2019-05-30 10:18:20 UTC - Chris Camplejohn: Hi All, has anyone got examples of
the best way to dequeue things from Pulsar in order to achieve maximum
throughput? We are currently calling receive, but we then have to write to
Kafka which is quite time consuming. Ordering is important to us, so I am not
sure we can use the async API as I believe that would potentially jumble the
ordering?
----
2019-05-30 15:18:31 UTC - Addison Higham: have you considered using the kafka
sink? <https://pulsar.apache.org/docs/en/io-kafka/#sink>
----
2019-05-30 15:18:58 UTC - Addison Higham: if you are doing some munging, you
could use a pulsar function beforehand
----
2019-05-30 15:22:10 UTC - Addison Higham: but I would *think* that an async
receive should still resolve in order, but you would probably want to validate
that
----
2019-05-30 15:22:38 UTC - Daniel Sef: @Daniel Sef has joined the channel
----
2019-05-30 18:56:40 UTC - Ambud Sharma: @Matteo Merli how would ordering be
honored on the consumer side for a partitioned topic?

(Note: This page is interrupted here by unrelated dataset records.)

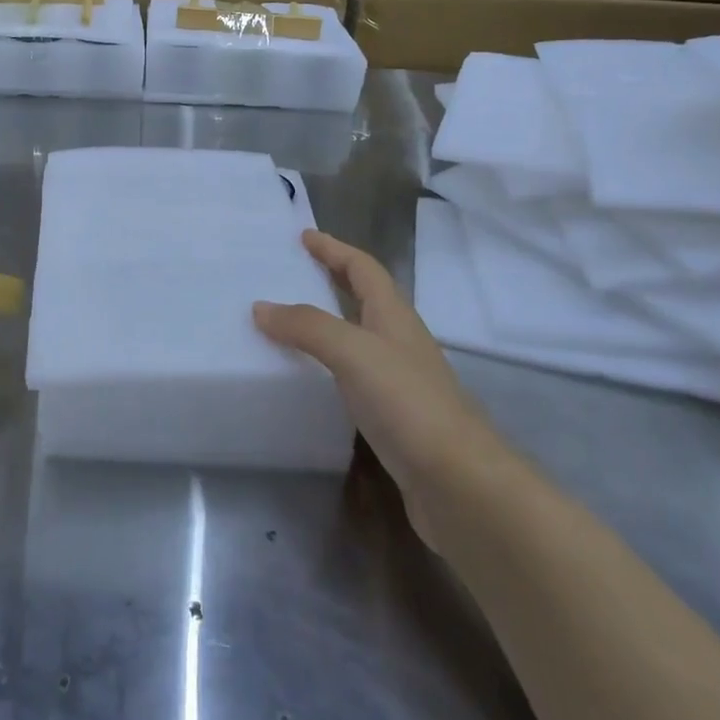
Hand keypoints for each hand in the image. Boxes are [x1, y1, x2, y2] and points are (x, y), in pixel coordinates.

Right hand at [255, 230, 499, 546]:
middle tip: (293, 272)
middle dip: (332, 279)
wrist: (459, 483)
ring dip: (327, 323)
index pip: (363, 268)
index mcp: (394, 316)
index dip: (335, 249)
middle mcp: (399, 341)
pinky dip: (328, 366)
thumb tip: (261, 307)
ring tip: (288, 323)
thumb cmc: (408, 403)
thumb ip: (307, 326)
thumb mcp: (353, 352)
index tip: (304, 236)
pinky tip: (308, 380)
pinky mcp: (393, 417)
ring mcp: (399, 381)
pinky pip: (353, 375)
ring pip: (358, 337)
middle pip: (364, 298)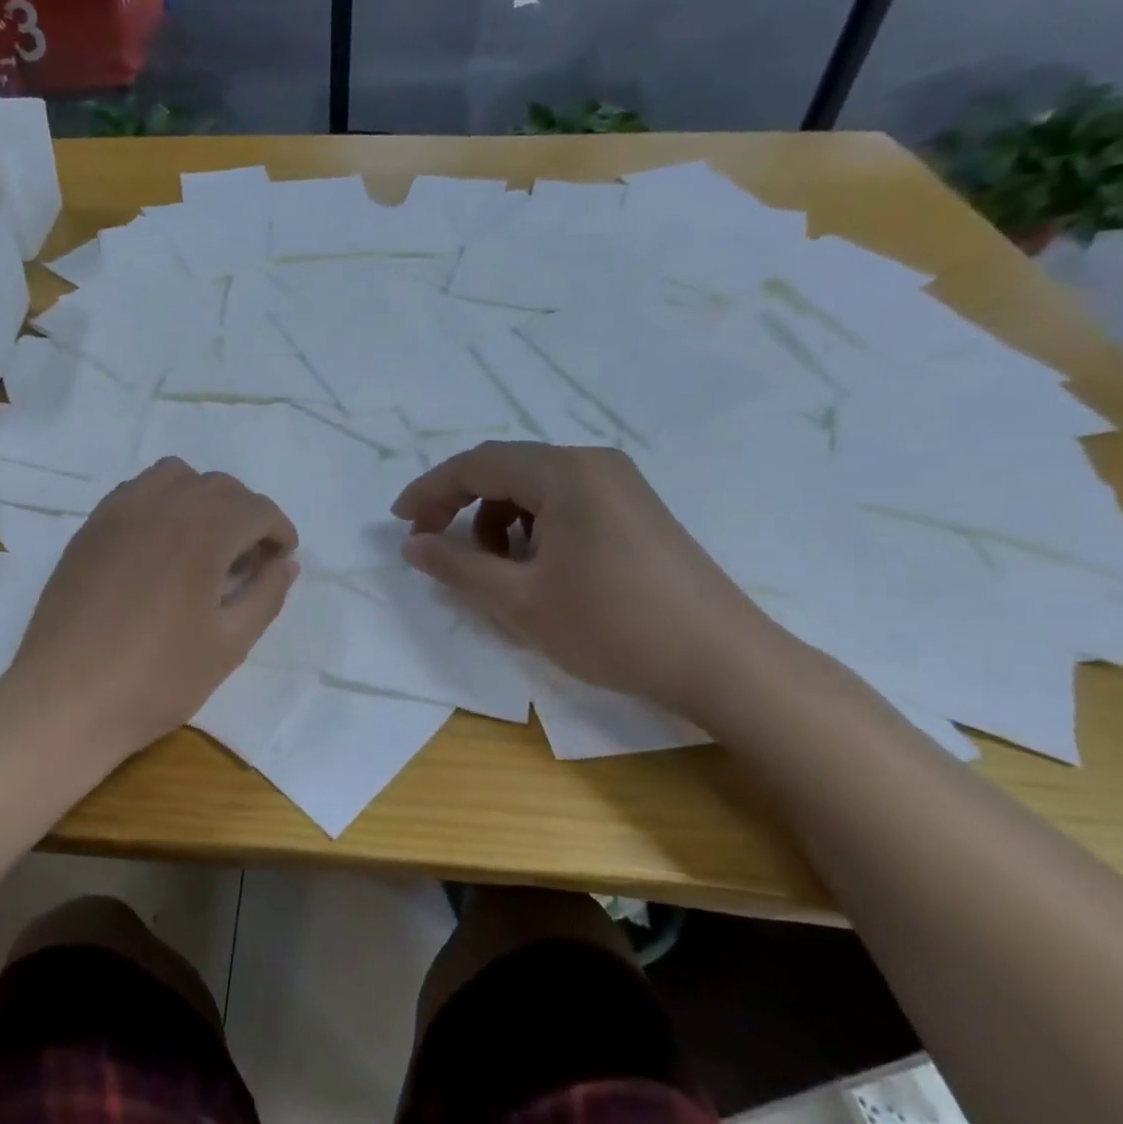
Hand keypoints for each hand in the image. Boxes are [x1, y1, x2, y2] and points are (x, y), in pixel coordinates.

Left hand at [0, 458, 298, 762]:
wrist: (66, 700)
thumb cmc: (156, 679)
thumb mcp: (229, 645)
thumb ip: (266, 595)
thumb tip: (286, 563)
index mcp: (202, 532)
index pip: (257, 508)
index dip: (280, 530)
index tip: (281, 559)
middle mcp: (162, 505)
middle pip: (220, 486)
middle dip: (246, 514)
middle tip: (250, 558)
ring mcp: (119, 512)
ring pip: (176, 476)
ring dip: (203, 498)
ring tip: (205, 541)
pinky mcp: (90, 527)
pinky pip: (137, 490)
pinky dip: (162, 501)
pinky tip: (161, 544)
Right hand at [391, 442, 777, 719]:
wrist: (722, 660)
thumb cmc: (612, 626)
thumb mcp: (519, 601)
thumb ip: (457, 566)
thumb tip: (412, 545)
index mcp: (564, 473)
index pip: (476, 464)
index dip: (430, 491)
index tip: (400, 524)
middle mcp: (592, 463)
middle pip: (504, 468)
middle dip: (460, 504)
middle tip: (432, 543)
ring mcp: (619, 484)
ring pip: (533, 487)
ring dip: (497, 519)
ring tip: (493, 569)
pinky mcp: (634, 508)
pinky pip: (564, 502)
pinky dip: (532, 527)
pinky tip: (536, 567)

Shared subscription seems to be the only way to run multiple consumer instances
to subscribe to a topic however as per the documentation messages are delivered
in a round robin fashion so is ordering no longer preserved?
----
2019-05-30 18:58:32 UTC - Matteo Merli: @Ambud Sharma With failover
subscription over a partitioned topic, there will be one active consumer
per-partition, though the partitions will be spread across all active consumer.
It’s very similar to Kafka consumer group mode.
----
2019-05-30 19:03:40 UTC - Ambud Sharma: thanks @Matteo Merli; is there an
example that should how to initialize a Pulsar consumer to mimic the Kafka
consumer behavior? Specifically looking for consumer name pattern and topic
name pattern that needs to be set (if any).
----
2019-05-30 19:06:01 UTC - Matteo Merli: Setting the
`subscriptionType(SubscriptionType.Failover)` should be enough.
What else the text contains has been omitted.